[Dataset excerpts]
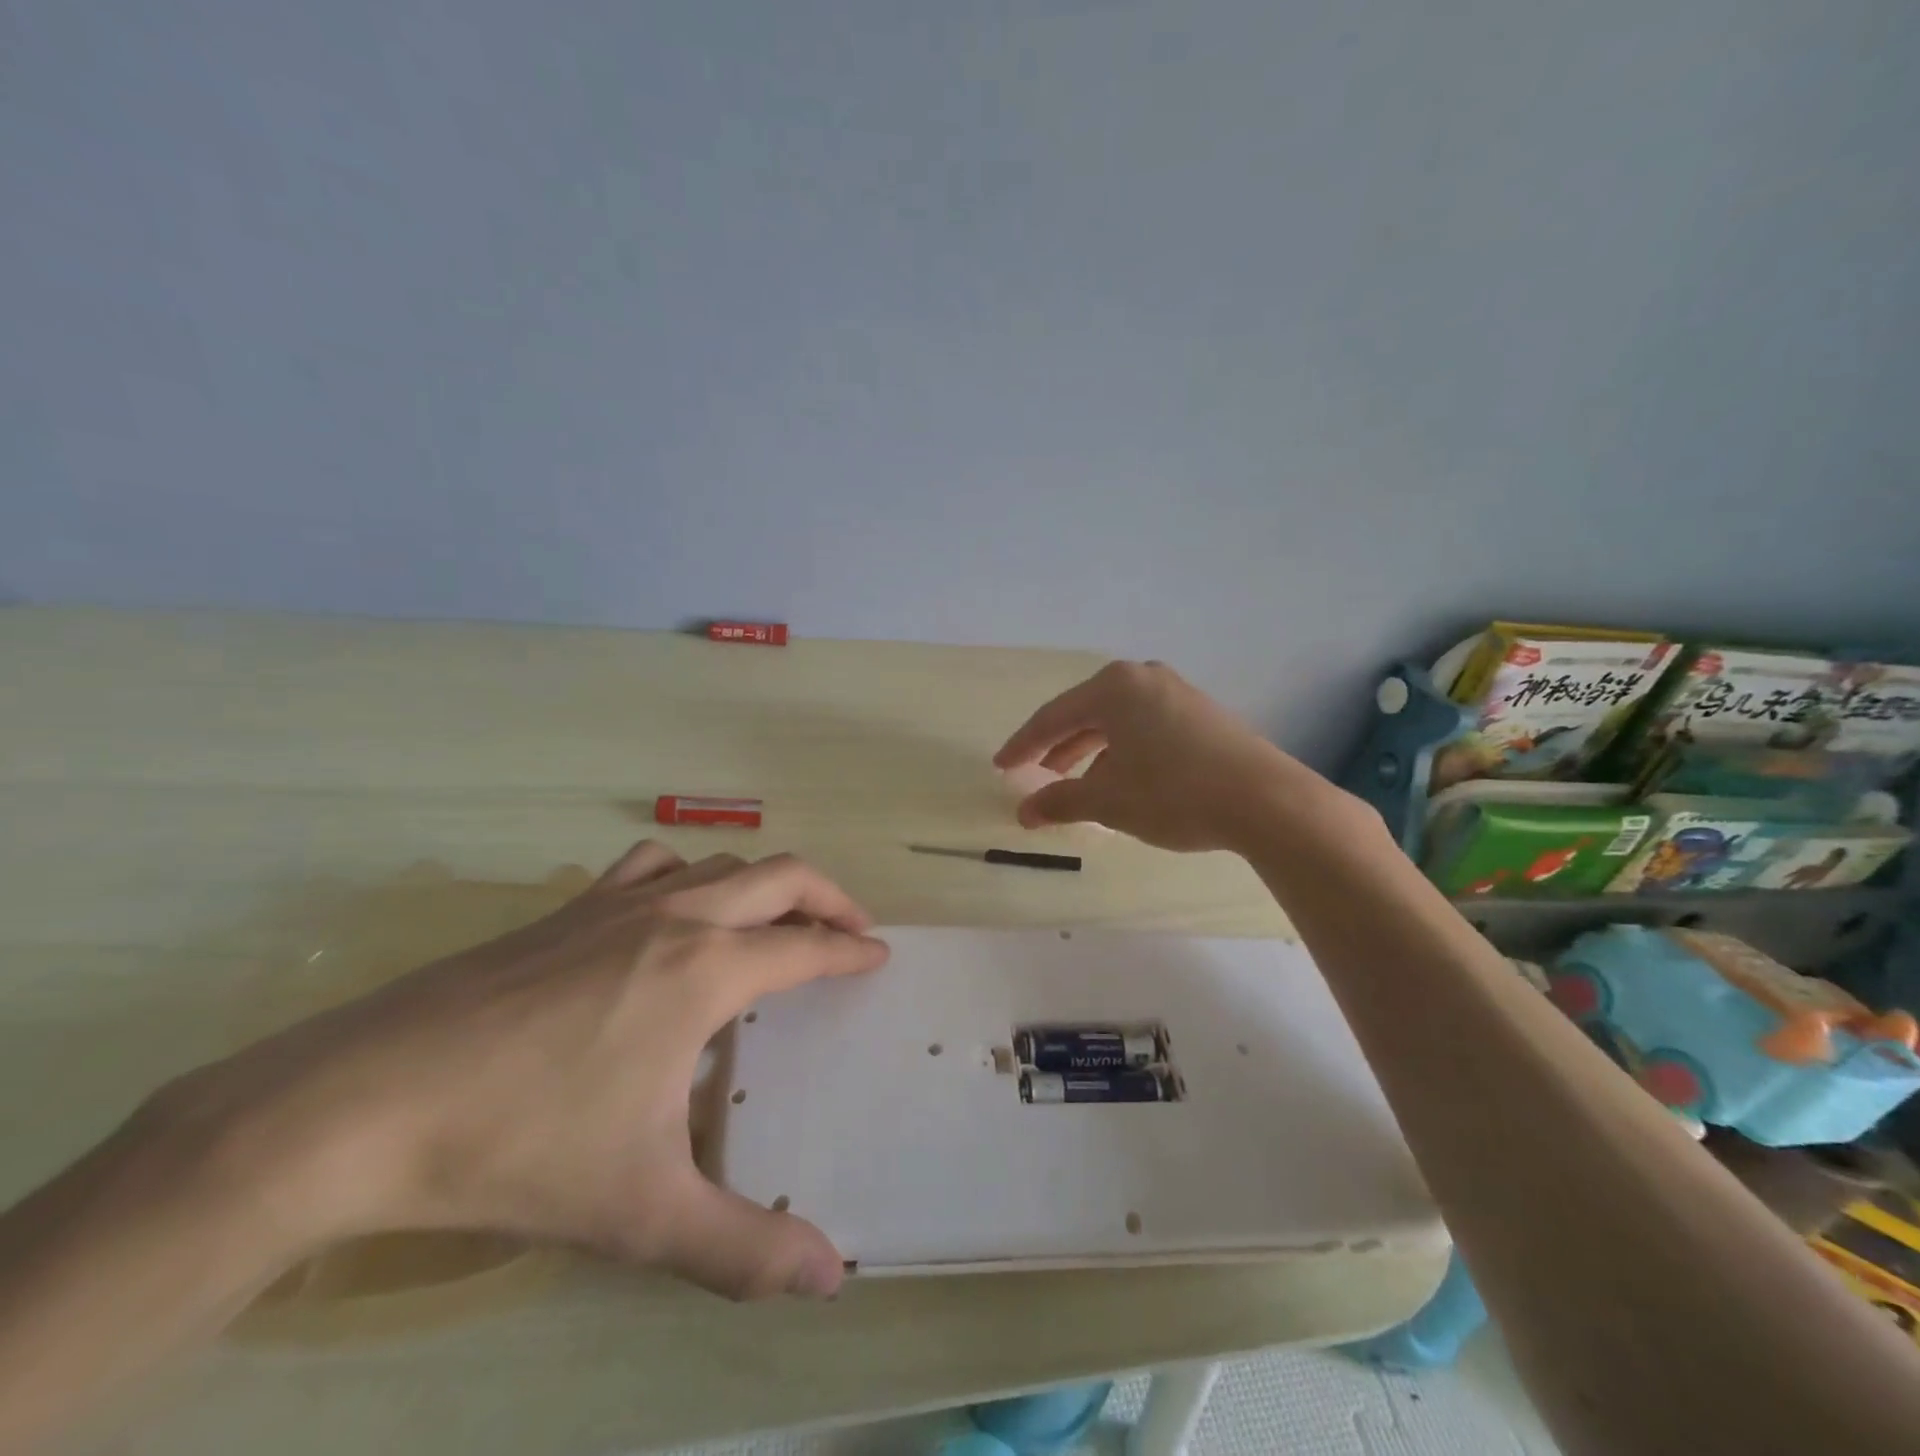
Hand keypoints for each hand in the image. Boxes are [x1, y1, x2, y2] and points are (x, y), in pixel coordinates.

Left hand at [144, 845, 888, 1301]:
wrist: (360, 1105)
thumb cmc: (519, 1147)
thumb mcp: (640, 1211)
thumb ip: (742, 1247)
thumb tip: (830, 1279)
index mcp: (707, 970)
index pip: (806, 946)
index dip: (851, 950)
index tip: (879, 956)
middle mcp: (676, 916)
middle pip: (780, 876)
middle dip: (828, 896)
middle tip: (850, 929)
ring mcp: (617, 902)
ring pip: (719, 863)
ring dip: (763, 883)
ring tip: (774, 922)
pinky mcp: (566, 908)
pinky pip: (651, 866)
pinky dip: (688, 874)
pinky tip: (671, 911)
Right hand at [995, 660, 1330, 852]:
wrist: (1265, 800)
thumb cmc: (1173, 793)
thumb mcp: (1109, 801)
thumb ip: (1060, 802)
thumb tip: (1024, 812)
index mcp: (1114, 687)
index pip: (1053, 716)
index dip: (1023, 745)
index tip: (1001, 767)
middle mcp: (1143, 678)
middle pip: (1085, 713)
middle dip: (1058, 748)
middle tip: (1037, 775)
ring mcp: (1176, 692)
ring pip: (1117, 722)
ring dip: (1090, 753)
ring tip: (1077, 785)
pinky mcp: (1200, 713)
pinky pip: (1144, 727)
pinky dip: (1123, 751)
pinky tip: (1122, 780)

EXERCISE
Show the lines where the word "hand" appears in the entries.

ANSWER AREA
Hand keypoints for each hand in the image. Boxes are [x1, y1, x2, y2] and points are (x, y), in pixel coordinates.
Left hand at [144, 845, 888, 1301]:
Right hand at [995, 660, 1330, 852]:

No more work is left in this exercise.